§ What to do
Without the pictures, set down the records below word for word.
-- Given records follows --
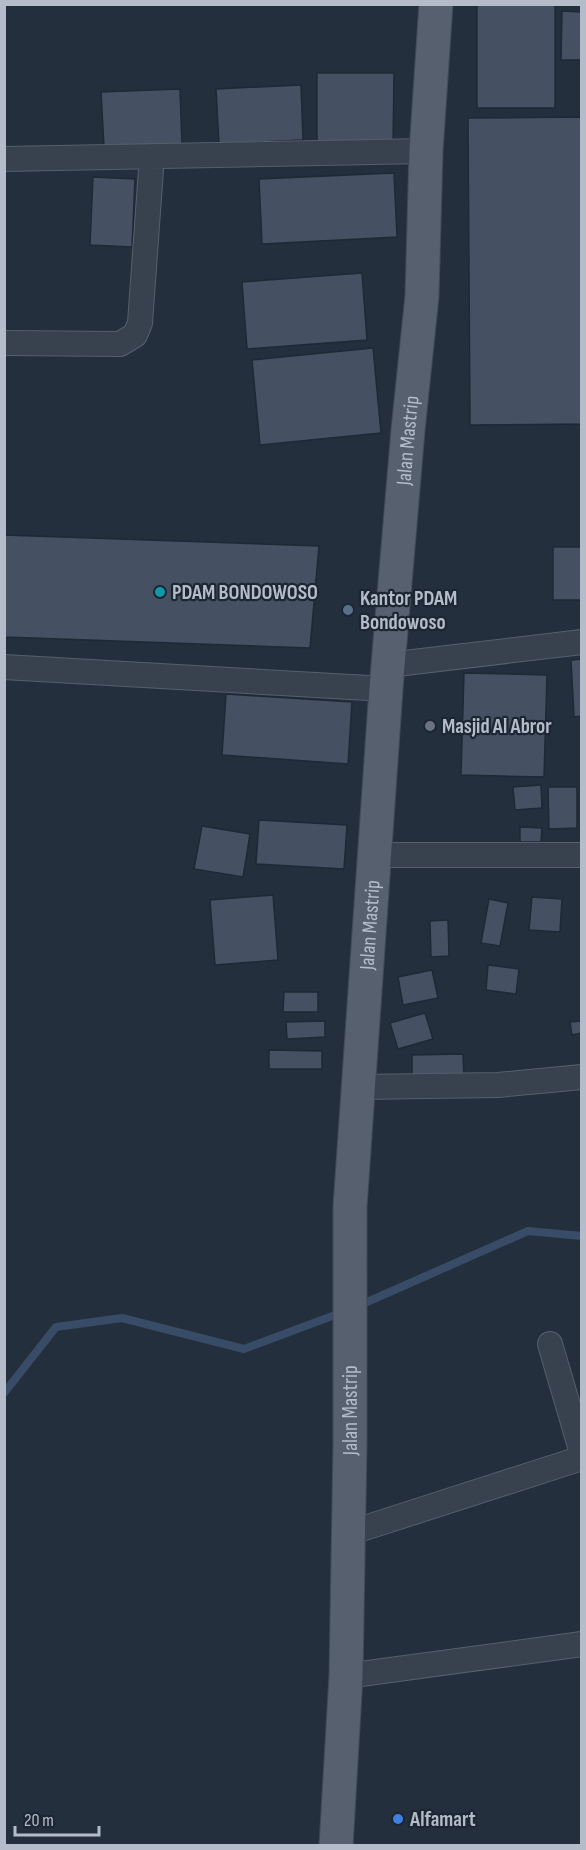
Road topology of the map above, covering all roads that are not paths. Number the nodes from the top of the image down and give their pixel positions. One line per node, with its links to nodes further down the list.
1 (436, 4): 2 (main road, Jalan Mastrip)
2 (426, 151): 3 (street); 8 (main road, Jalan Mastrip)
3 (152, 156): 4 (street); 5 (street)
4 (4, 159)
5 (4, 343)
6 (582, 642): 8 (street)
7 (4, 667): 8 (street)
8 (387, 677): 9 (main road, Jalan Mastrip)
9 (374, 855): 10 (street); 12 (main road, Jalan Mastrip)
10 (582, 855)
11 (582, 1077): 12 (street)
12 (359, 1087): 16 (main road, Jalan Mastrip)
13 (550, 1344): 14 (street)
14 (582, 1453)
15 (582, 1458): 16 (street)
16 (349, 1533): 18 (main road, Jalan Mastrip)
17 (582, 1644): 18 (street)
18 (346, 1676): 19 (main road, Jalan Mastrip)
19 (336, 1845)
-- Given records concluded --
§ Task output
Road topology of the map above, covering all roads that are not paths. Number the nodes from the top of the image down and give their pixel positions. One line per node, with its links to nodes further down the list.
1 (436, 4): 2 (main road, Jalan Mastrip)
2 (426, 151): 3 (street); 8 (main road, Jalan Mastrip)
3 (152, 156): 4 (street); 5 (street)
4 (4, 159)
5 (4, 343)
6 (582, 642): 8 (street)
7 (4, 667): 8 (street)
8 (387, 677): 9 (main road, Jalan Mastrip)
9 (374, 855): 10 (street); 12 (main road, Jalan Mastrip)
10 (582, 855)
11 (582, 1077): 12 (street)
12 (359, 1087): 16 (main road, Jalan Mastrip)
13 (550, 1344): 14 (street)
14 (582, 1453)
15 (582, 1458): 16 (street)
16 (349, 1533): 18 (main road, Jalan Mastrip)
17 (582, 1644): 18 (street)
18 (346, 1676): 19 (main road, Jalan Mastrip)
19 (336, 1845)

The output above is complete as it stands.